## TRY IT
Your copy should match the entries exactly, with the pictures left out.

Data entries

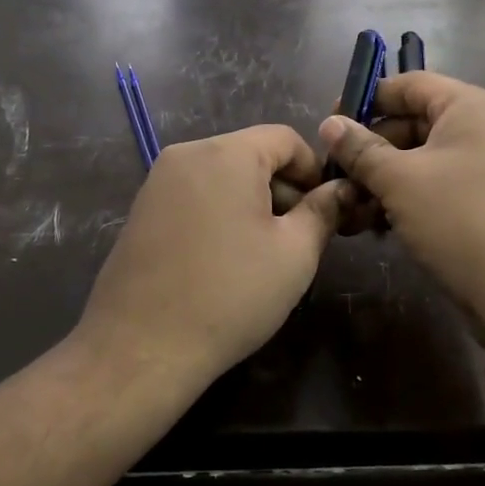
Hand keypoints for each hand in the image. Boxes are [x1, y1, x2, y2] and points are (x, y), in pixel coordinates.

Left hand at [78, 125, 349, 382]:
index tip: (326, 210)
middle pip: (251, 154)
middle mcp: (187, 154)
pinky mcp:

## ANSWER SPACE
Hand keypoints for each hand in the image. Boxes are [x1, y1, x2, y2] and points are (x, y), in pixel coordinates.

Left hand at [78, 125, 349, 382]:
index tip: (326, 210)
middle pip: (251, 154)
middle mcp: (187, 154)
pinky mcp:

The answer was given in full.